◆ Work required ◆
For this exercise, retype every record below exactly and keep the pictures out.

◆ Data for review ◆
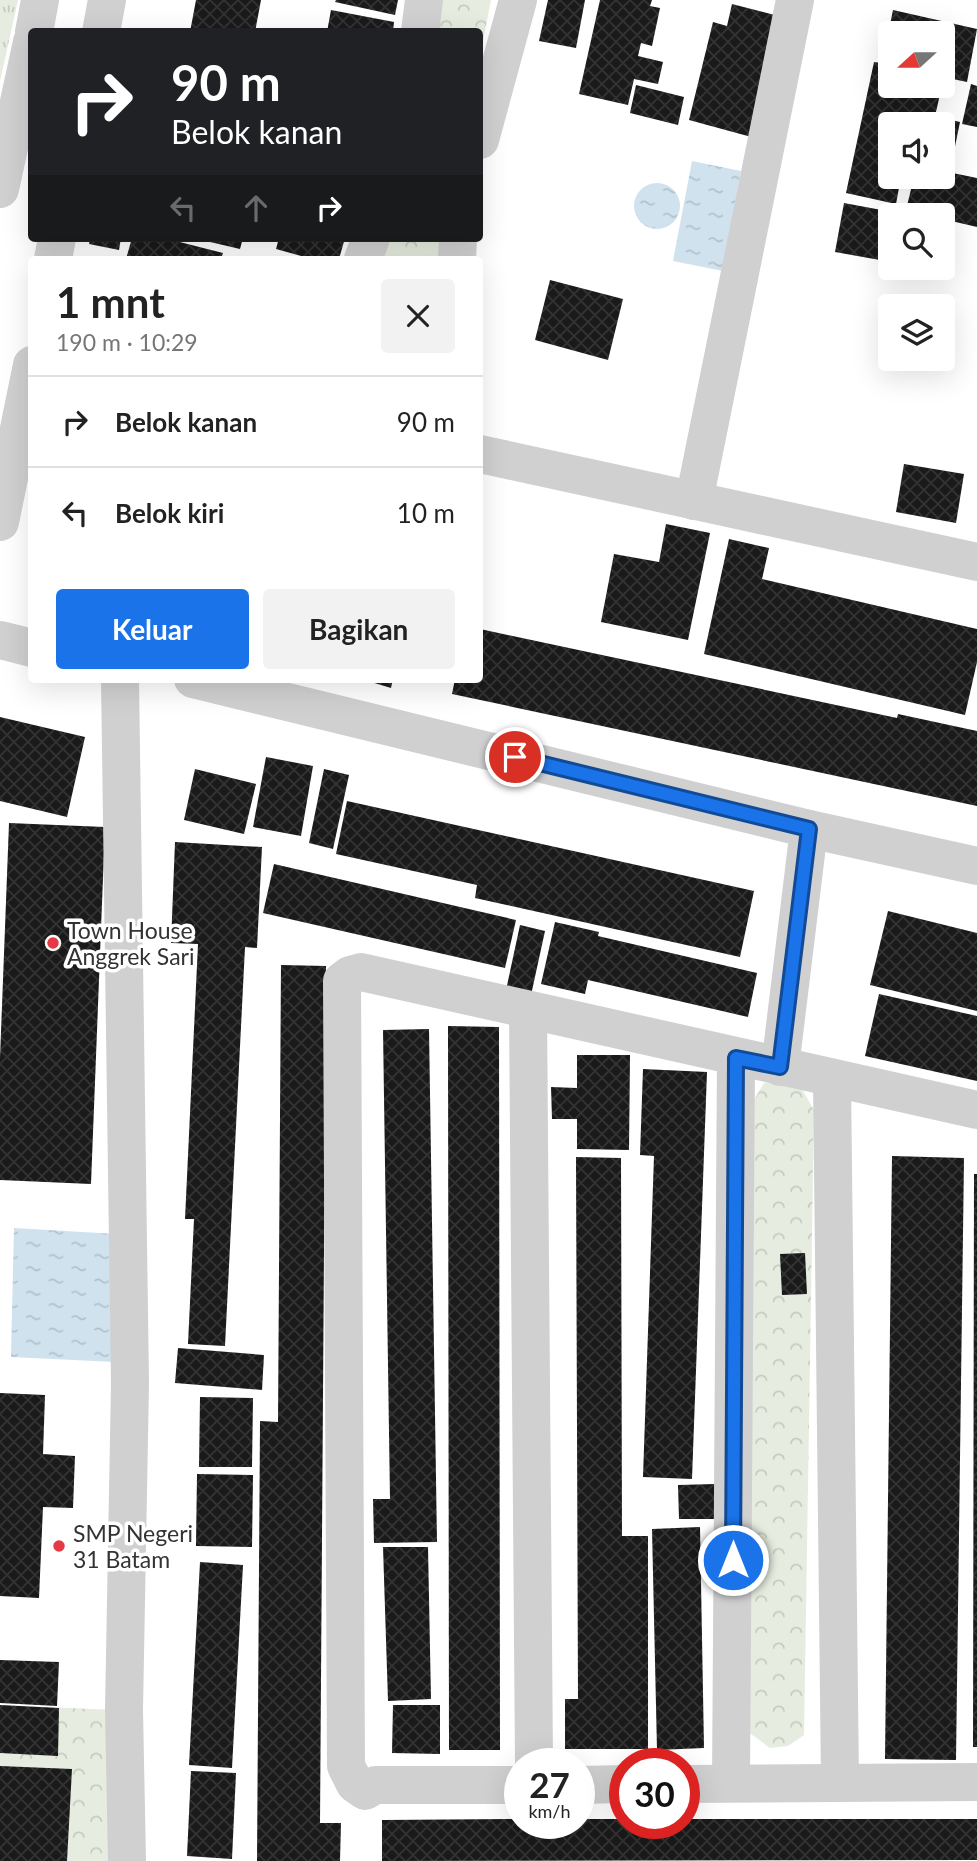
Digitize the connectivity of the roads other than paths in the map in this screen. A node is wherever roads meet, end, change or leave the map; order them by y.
1 (40, 0) edge
2 (107, 0) edge
3 (425, 0) edge
4 (518, 0) edge
5 (795, 0) edge
6 (35, 28) edge
7 (102, 28) edge
8 (421, 28) edge
9 (28, 66) edge
10 (483, 128) edge
11 (0, 189) edge
12 (28, 385) edge
13 (483, 455) edge
14 (694, 501) junction
15 (0, 522) edge
16 (977, 562) edge
17 (0, 640) edge
18 (28, 647) edge
19 (120, 683) edge
20 (209, 683) edge
21 (809, 829) junction
22 (977, 866) edge
23 (527, 1010) junction
24 (736, 1058) junction
25 (780, 1067) junction
26 (832, 1079) junction
27 (977, 1110) edge
28 (534, 1748) edge
29 (977, 1782) edge
30 (732, 1783) junction
31 (840, 1783) junction
32 (700, 1784) edge
33 (504, 1785) edge
34 (127, 1861) edge

1 - 6 street
2 - 7 street
3 - 8 street
4 - 10 street
5 - 14 street
9 - 11 street
12 - 15 street
13 - 14 street
14 - 16 street
17 - 18 street
19 - 34 street
20 - 21 street
21 - 22 street
21 - 25 street
23 - 24 street
23 - 28 street
23 - 33 street
24 - 25 street
24 - 30 street
25 - 26 street
26 - 27 street
26 - 31 street
29 - 31 street
30 - 31 street
30 - 32 street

◆ Result ◆
Digitize the connectivity of the roads other than paths in the map in this screen. A node is wherever roads meet, end, change or leave the map; order them by y.
1 (40, 0) edge
2 (107, 0) edge
3 (425, 0) edge
4 (518, 0) edge
5 (795, 0) edge
6 (35, 28) edge
7 (102, 28) edge
8 (421, 28) edge
9 (28, 66) edge
10 (483, 128) edge
11 (0, 189) edge
12 (28, 385) edge
13 (483, 455) edge
14 (694, 501) junction
15 (0, 522) edge
16 (977, 562) edge
17 (0, 640) edge
18 (28, 647) edge
19 (120, 683) edge
20 (209, 683) edge
21 (809, 829) junction
22 (977, 866) edge
23 (527, 1010) junction
24 (736, 1058) junction
25 (780, 1067) junction
26 (832, 1079) junction
27 (977, 1110) edge
28 (534, 1748) edge
29 (977, 1782) edge
30 (732, 1783) junction
31 (840, 1783) junction
32 (700, 1784) edge
33 (504, 1785) edge
34 (127, 1861) edge

1 - 6 street
2 - 7 street
3 - 8 street
4 - 10 street
5 - 14 street
9 - 11 street
12 - 15 street
13 - 14 street
14 - 16 street
17 - 18 street
19 - 34 street
20 - 21 street
21 - 22 street
21 - 25 street
23 - 24 street
23 - 28 street
23 - 33 street
24 - 25 street
24 - 30 street
25 - 26 street
26 - 27 street
26 - 31 street
29 - 31 street
30 - 31 street
30 - 32 street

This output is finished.